» **Task requirements**
Whenever a line in this data holds the word "middle", report that line in full.

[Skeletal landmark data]
╭──
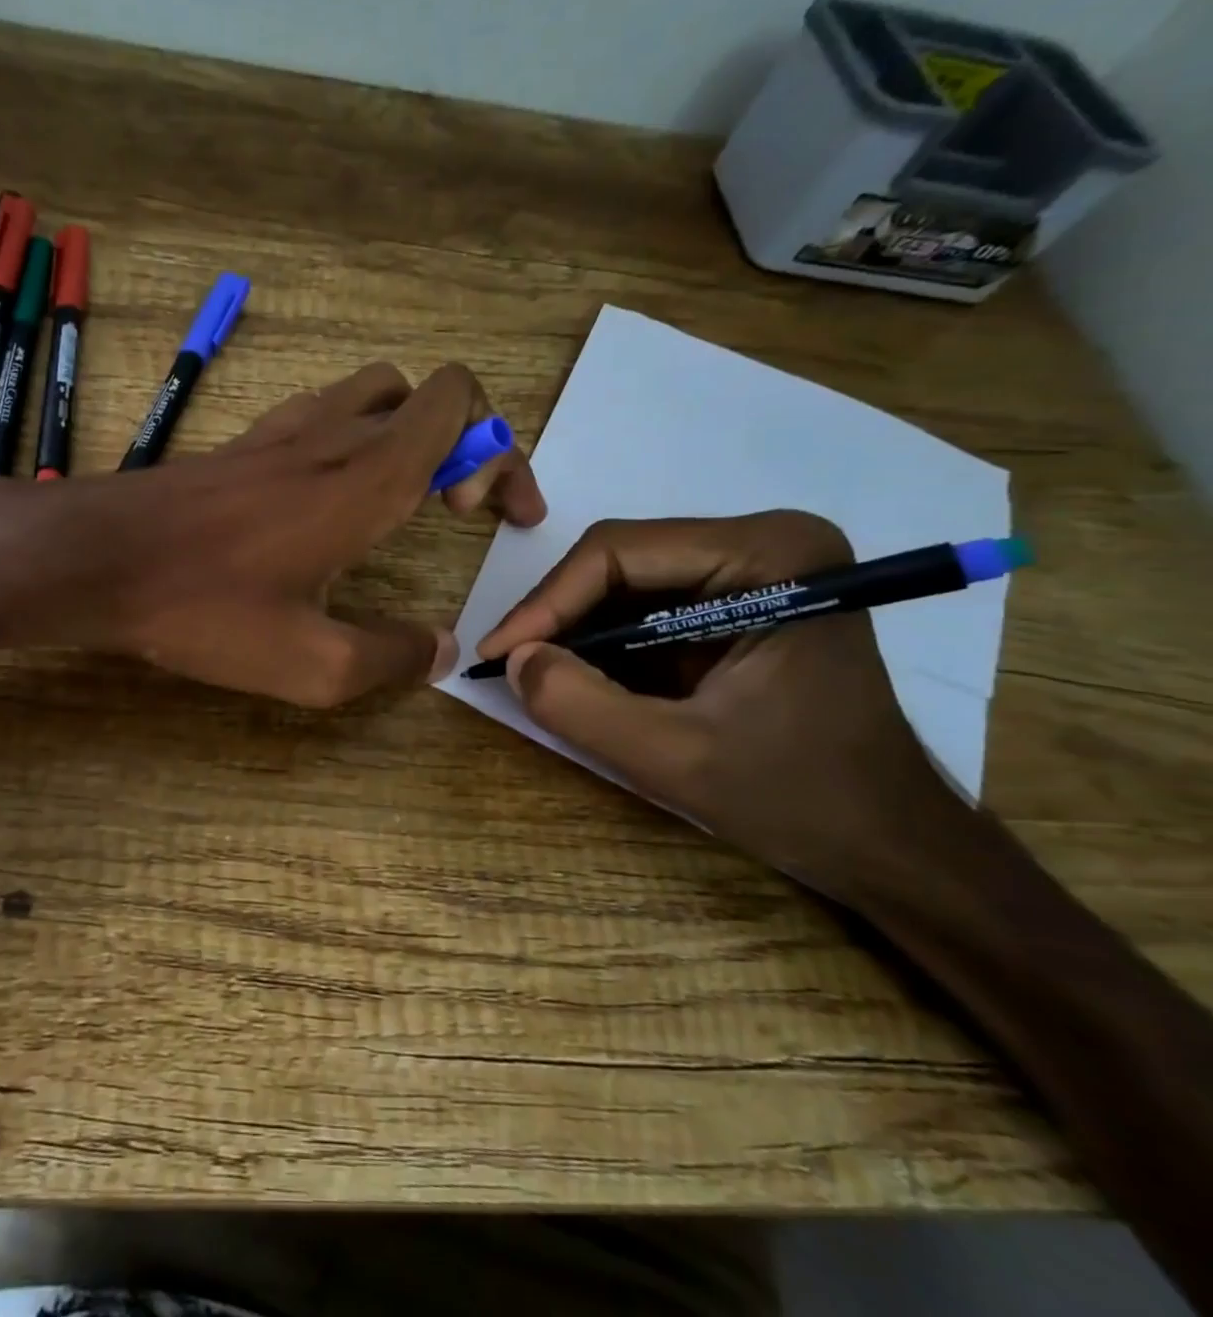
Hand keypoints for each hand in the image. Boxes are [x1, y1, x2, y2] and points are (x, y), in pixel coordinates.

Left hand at [0, 361, 543, 705]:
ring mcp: (281, 431)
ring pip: (370, 392)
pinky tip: (326, 499)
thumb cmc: (205, 608)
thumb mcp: (310, 664)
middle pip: (424, 393)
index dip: (499, 451)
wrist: (96, 559)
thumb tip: (439, 651)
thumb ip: (389, 658)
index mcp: (367, 478)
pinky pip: (318, 413)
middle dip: (463, 442)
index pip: (460, 405)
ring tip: (397, 497)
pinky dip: (348, 437)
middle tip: (449, 510)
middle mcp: (332, 436)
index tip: (489, 517)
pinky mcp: (242, 444)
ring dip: (404, 431)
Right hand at [476, 511, 977, 906]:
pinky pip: (644, 608)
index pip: (619, 551)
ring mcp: (752, 570)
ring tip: (536, 674)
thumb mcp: (675, 759)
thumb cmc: (801, 799)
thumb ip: (580, 707)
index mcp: (770, 555)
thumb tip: (513, 659)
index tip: (497, 653)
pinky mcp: (736, 601)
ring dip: (575, 631)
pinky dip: (602, 644)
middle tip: (510, 665)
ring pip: (625, 583)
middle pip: (620, 560)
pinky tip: (579, 678)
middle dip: (558, 616)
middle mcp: (762, 542)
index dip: (546, 602)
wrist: (889, 844)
╰──
» **Task answer**
middle pip: (424, 393)
middle dip: (463, 442)
middle tip: (449, 510)
middle mcp: (332, 436)
middle tip: (510, 665)
middle pip: (620, 560)
middle dip: (558, 616)
middle mcp: (762, 542)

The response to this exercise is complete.